“He gives little who gives with a frown;
he gives much who gives little with a smile.”
Coming out of the holiday season, I’ve heard many stories from friends and clients about giving and receiving gifts. One significant lesson I learned is the importance of taking personal responsibility for your own happiness — or lack thereof — in the gift giving arena. When we place our material and/or emotional happiness in the hands of others who may or may not be willing or able to deliver, we put ourselves in a very precarious position.

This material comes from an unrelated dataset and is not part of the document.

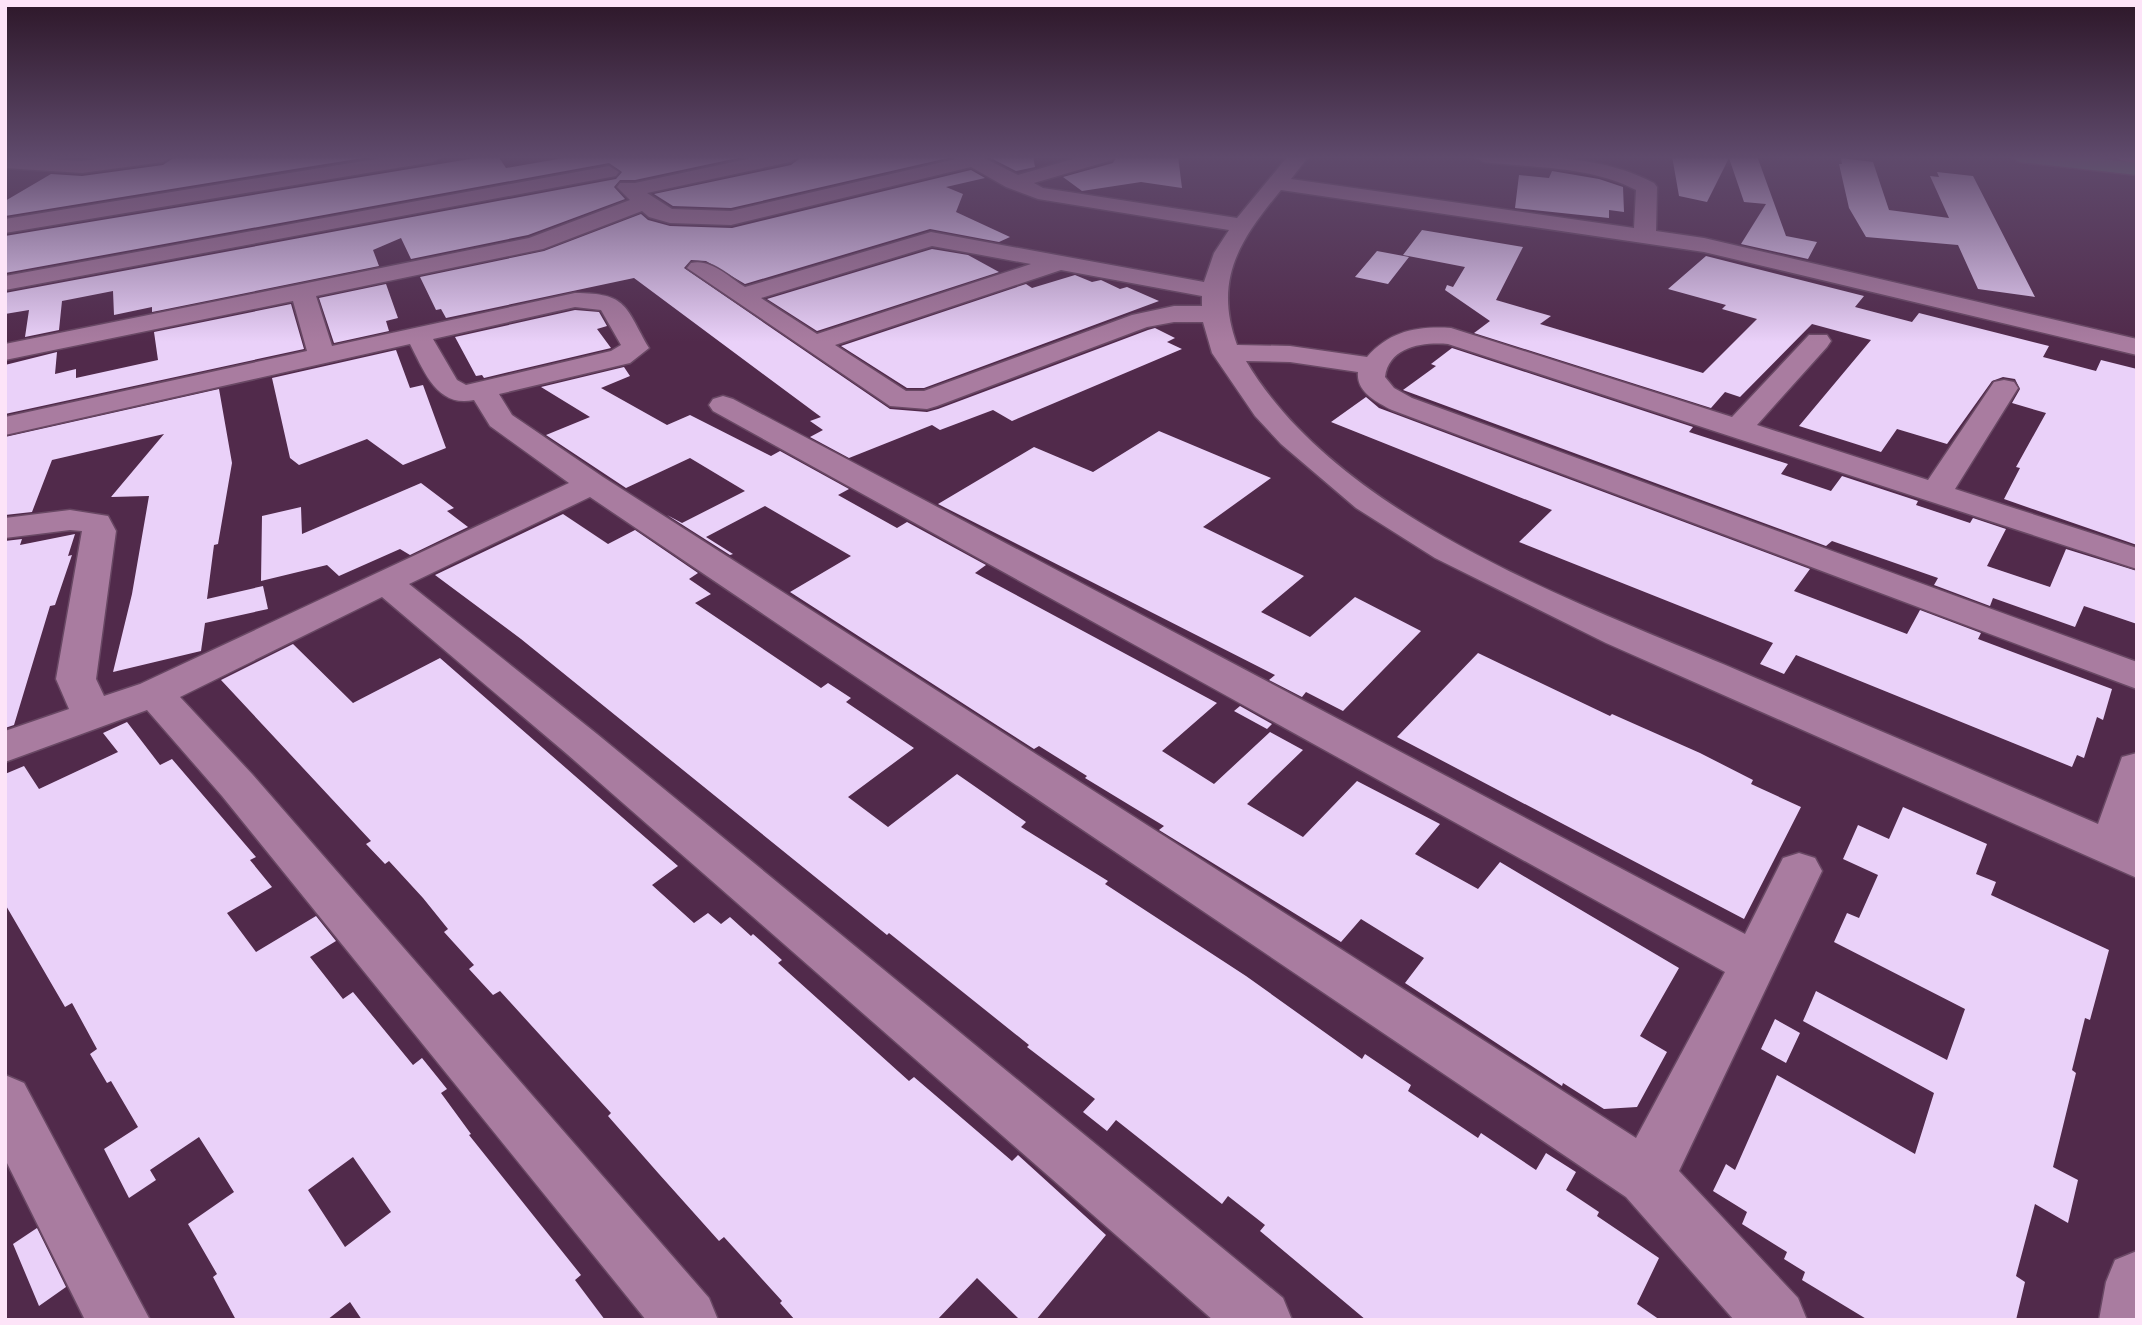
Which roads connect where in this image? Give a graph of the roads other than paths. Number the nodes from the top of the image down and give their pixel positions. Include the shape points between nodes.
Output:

Some married women (who are not gold-diggers) share a common concern despite their best efforts to explain their point of view to their partners. Their stories boil down to the fact that they really want to receive thoughtful gifts from their partners who profess to either not want to be bothered or dismiss gift-giving as commercialism. Some of these partners, in an effort to do the bare minimum, will run out to the store at the last minute and grab something with little attention to her particular likes and dislikes — i.e. they go through the motions, but their hearts are not in it. Yet, these same men enjoy receiving and using the thoughtful gifts they receive. In the meantime, these women come up with some very interesting and sometimes not-so-nice ways of handling their disappointment.

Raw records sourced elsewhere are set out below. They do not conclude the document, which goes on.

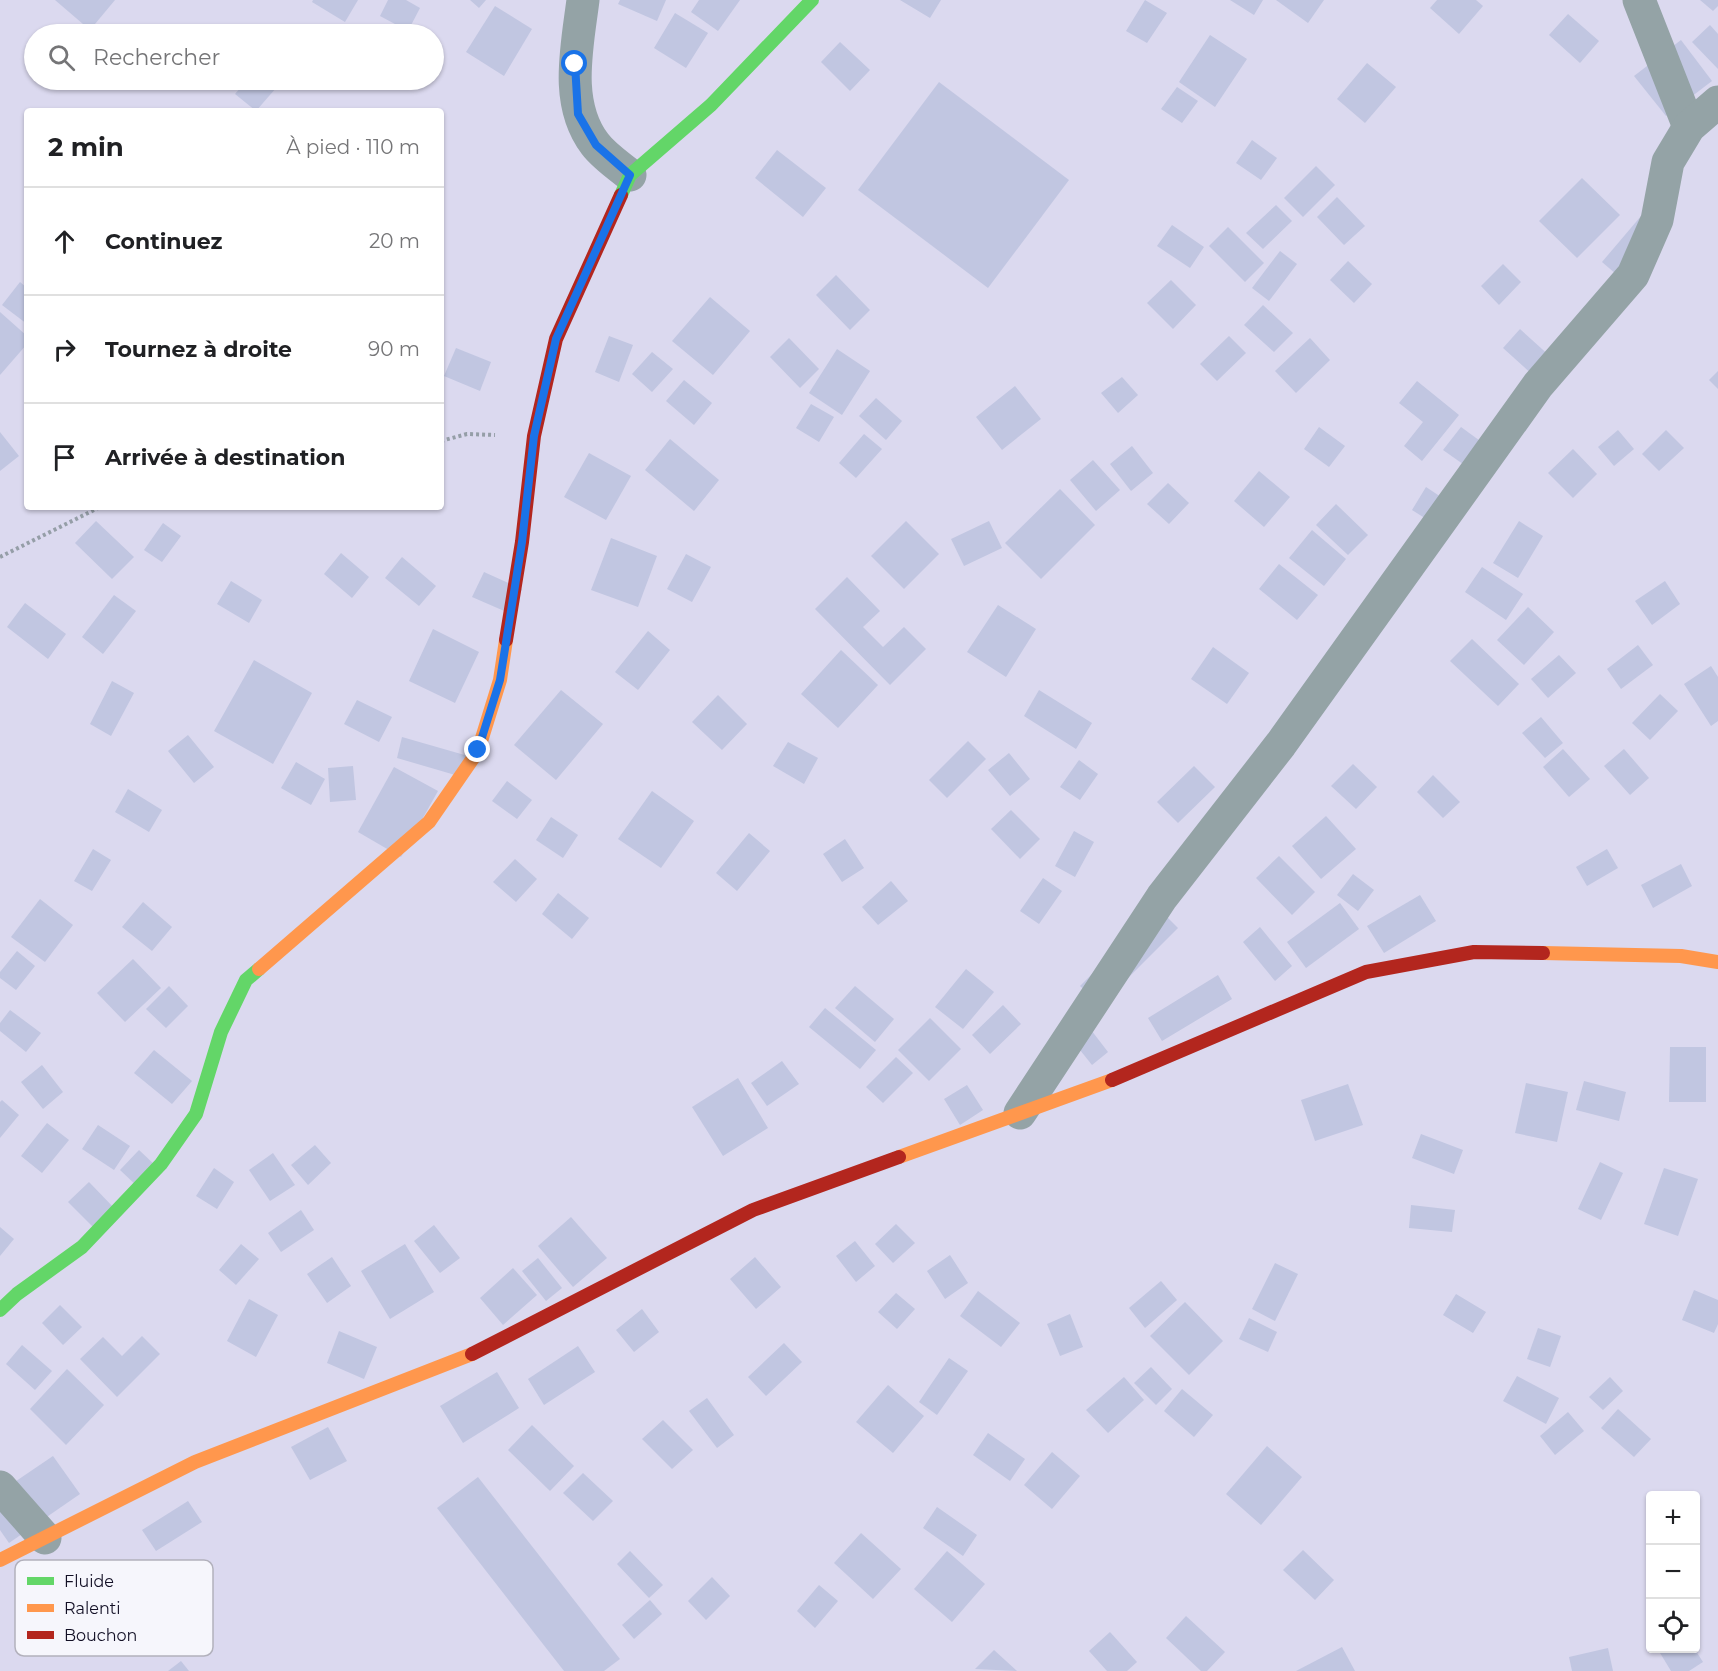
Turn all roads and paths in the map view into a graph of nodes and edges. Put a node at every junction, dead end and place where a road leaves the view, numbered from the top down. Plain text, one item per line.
1 (583, 0) edge
2 (812, 0) edge
3 (1639, 0) edge
4 (1718, 102) edge
5 (1689, 128) junction
6 (630, 175) junction
7 (534, 436) junction
8 (444, 440) edge
9 (94, 510) edge
10 (0, 557) edge
11 (1718, 962) edge
12 (1020, 1113) junction
13 (0, 1310) edge
14 (0, 1487) edge
15 (45, 1538) junction
16 (0, 1560) edge

1 - 6 street
2 - 6 street
3 - 5 street
4 - 5 street
5 - 12 street
6 - 7 street
7 - 8 path
7 - 13 street
9 - 10 path
11 - 12 street
12 - 15 street
14 - 15 street
15 - 16 street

One friend told me that on her first Christmas with her husband, they lavished each other with gifts. Then, her birthday came two months later, and she looked forward to what he would do to acknowledge her day. Nothing. No “Happy birthday, honey.” No card. No flowers. No presents. She was deeply hurt and red-hot angry. The next day, she went to a jeweler, picked out a necklace, called her husband from the store and announced that she had just found his birthday present to her and handed the phone to the store clerk to get his credit card information. Most women will make their partners pay one way or another, reasoning, “Why should I give you what you want when you obviously don’t care what I want?”
I’ve spoken to a few men about this. I am struck by what seems to be a common posture of not wanting to be forced to do something they don’t want to do. Some of them, more specifically, are reluctant to let a woman tell them what to do.
Not all women feel the same about giving and receiving gifts. However, if you are a man in a relationship with a woman who would be disappointed and hurt if you didn’t give her a thoughtful gift, you might want to reframe your perspective on the situation. This is more about listening to what the woman you love is telling you about what’s important to her and how she would like you to demonstrate your love than it is about her telling you what to do. If you give a woman red roses and later find out that she prefers white lilies, next time give her white lilies — not because she is telling you what to do, but because she is telling you how to put a smile on her face. You might say, “She knows I love her.” That is not the point. She needs to know that you are willing to make a fuss over her — to demonstrate your love for her in a way that is meaningful to her. Whether you are giving her a diamond necklace or a teddy bear, it really is the thought that counts. So, guys, Valentine’s Day is coming — see if you can find a way to come at it from your loving and caring for your woman rather than from resentment or obligation.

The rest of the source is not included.